The football religion was strong on both sides of the tracks and both sides of the tracks were simmering in disappointment.

This was no homecoming crosstown rivalry. It was a little 'ol Catholic school you couldn't even find in the Arkansas state high school football rankings. And here were the Jaguars sputtering toward the final gun, ready to blow a shot at the perfect season for 1979 in the first warm-up game.

Whitman High took a last time out. Coach called Jeff Davis to the sideline so he could draw up a play. As Jeff jogged in he scanned the bleachers and saw Danny Joe Dean giving him the finger.

Damn he loved that 'ol boy!

Coach whipped up Xs and Os that had a shotgun, a pulling guard, and a wildcat something or other. He sent his quarterback out to hunt with those words, but Jefferson Davis hadn't heard any of it. 

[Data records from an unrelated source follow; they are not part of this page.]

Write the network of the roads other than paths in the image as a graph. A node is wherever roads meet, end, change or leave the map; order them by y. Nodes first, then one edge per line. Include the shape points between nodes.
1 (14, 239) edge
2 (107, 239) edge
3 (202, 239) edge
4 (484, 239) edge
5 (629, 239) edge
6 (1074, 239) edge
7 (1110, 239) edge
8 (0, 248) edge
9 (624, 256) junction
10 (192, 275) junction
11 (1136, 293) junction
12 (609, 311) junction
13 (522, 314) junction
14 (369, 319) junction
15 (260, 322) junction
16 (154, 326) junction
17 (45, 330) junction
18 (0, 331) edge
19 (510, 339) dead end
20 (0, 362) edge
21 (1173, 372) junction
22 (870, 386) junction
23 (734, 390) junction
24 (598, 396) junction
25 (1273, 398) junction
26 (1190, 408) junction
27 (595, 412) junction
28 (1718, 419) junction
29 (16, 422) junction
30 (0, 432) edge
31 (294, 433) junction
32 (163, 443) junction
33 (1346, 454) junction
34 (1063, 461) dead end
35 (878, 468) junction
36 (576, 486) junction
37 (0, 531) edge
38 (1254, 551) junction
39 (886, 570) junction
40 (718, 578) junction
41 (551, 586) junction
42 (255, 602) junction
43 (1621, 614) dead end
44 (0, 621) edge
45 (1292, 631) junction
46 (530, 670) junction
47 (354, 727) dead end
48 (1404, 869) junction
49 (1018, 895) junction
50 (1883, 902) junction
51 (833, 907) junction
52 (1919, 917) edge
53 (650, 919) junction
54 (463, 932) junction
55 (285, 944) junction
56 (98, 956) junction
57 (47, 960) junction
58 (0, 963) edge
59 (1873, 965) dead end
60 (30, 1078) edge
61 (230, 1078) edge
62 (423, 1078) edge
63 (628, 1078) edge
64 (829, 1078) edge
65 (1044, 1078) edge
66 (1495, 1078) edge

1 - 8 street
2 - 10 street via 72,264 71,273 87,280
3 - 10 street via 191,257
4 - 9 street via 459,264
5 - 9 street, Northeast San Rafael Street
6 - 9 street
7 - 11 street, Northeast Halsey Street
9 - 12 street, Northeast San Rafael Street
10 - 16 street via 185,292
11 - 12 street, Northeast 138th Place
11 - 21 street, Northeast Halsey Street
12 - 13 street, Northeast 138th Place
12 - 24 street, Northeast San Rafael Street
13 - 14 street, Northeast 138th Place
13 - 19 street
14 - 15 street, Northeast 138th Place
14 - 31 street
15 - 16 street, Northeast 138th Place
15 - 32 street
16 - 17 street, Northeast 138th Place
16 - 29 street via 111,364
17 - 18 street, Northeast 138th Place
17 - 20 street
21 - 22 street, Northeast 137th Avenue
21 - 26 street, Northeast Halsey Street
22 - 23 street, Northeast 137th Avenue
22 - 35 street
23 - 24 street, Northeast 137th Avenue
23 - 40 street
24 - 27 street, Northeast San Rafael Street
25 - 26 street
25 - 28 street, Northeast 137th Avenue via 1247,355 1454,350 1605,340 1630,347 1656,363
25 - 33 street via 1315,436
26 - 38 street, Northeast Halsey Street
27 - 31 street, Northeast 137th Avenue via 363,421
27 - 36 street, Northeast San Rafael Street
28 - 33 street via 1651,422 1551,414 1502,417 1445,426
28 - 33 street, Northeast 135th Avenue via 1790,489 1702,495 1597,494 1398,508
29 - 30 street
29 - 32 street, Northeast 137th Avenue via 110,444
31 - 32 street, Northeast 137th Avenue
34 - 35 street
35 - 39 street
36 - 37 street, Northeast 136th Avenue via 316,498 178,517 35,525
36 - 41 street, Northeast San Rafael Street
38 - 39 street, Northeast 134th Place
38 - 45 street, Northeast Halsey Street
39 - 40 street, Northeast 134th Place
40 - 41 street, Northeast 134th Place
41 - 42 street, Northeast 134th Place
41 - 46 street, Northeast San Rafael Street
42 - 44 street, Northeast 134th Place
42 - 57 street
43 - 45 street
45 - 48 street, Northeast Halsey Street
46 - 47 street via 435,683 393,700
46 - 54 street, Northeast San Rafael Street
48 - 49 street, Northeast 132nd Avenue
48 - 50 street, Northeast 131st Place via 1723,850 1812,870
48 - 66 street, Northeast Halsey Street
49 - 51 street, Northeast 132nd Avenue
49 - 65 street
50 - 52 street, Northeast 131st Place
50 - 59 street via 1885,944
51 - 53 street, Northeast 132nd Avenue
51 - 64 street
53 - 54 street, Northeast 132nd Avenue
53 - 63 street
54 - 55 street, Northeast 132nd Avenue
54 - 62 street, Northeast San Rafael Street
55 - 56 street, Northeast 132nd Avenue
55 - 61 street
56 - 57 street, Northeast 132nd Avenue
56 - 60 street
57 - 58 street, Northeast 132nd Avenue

He just nodded and jogged to the huddle.

His left guard, Ralph Mazzanti, looked like something come out of the meat grinder and Henderson, the right side tackle, was useless out of habit.

Jeff Davis looked at Darnell. "You hear that farm boy call you a nigger?"

Darnell looked out at the north bleachers and his praying people again. They kept all the stories, the terrible dark stories he had heard. Held them close and whispered to themselves.

Uncle LeRoy was gone, because somebody had to get the chicken and ribs for after the game. That's when they would all rush back to the other side of the railroad tracks to eat and sing and be apart from everything else happening in town.

Darnell was always invited across the track on football Friday nights, but before the clock clanged twelve he was back in the low shacks, a speedy Brougham turned brown pumpkin again.

"Ain't nobody called me a nigger all night 'cause they know I will kick a lot of serious ass if that was the case."

"Like Hayl," Jeff spit. "Number 77 called you a fast country nigger."

Darnell looked into the Maria Regina huddle for a Number 77. "He's black you fool."

"So he's cool?" Jeff asked. "He can say it?"

"Mostly," Darnell practically whispered.

"It's true anyway," Mazzanti said. "The bit about bein' a fast country nigger."

"D'jou just call me a country nigger Ralph?"

"Um, not direct-like. Not like, 'You, Darnell Hampton, are one very fast country nigger as per my words, Ralph Mazzanti.' No. I was paraphrasing."

Jeff knew Ralph picked up "paraphrasing" in Miss Keating's English class, because she wore patch pocket bellbottoms and they kept him focused.

Henderson knew none of those boys cared if one was green and the other blue so long as they could get a miracle touchdown, and avoid facing up to family and friends with so great a debacle. There were girlfriends on the line, scholarships...girlfriends!

So he put it out there: "Hayl Darnell, Jeff's just a little hot-and-bothered about Brenda Lee Underwood and her being with that ol' boy from Paragould."

"Henderson you are a useless piece of crap," Jeff Davis shot back.

"Maybe, but it don't change the veracity of what I said none."

Jeff knew Henderson picked up that word from Doc Hotstetler's dairy cattle judging class where he talked about the "veracity of a heifer's udder."  

He looked over at the south bleachers again and saw Brenda Lee kiss her new beaux.

Jeff would like to get a gun and kill her straightaway after the game. He thought he'd do it. Get a pistol, shoot all her friends, too. End her world, the little bitch.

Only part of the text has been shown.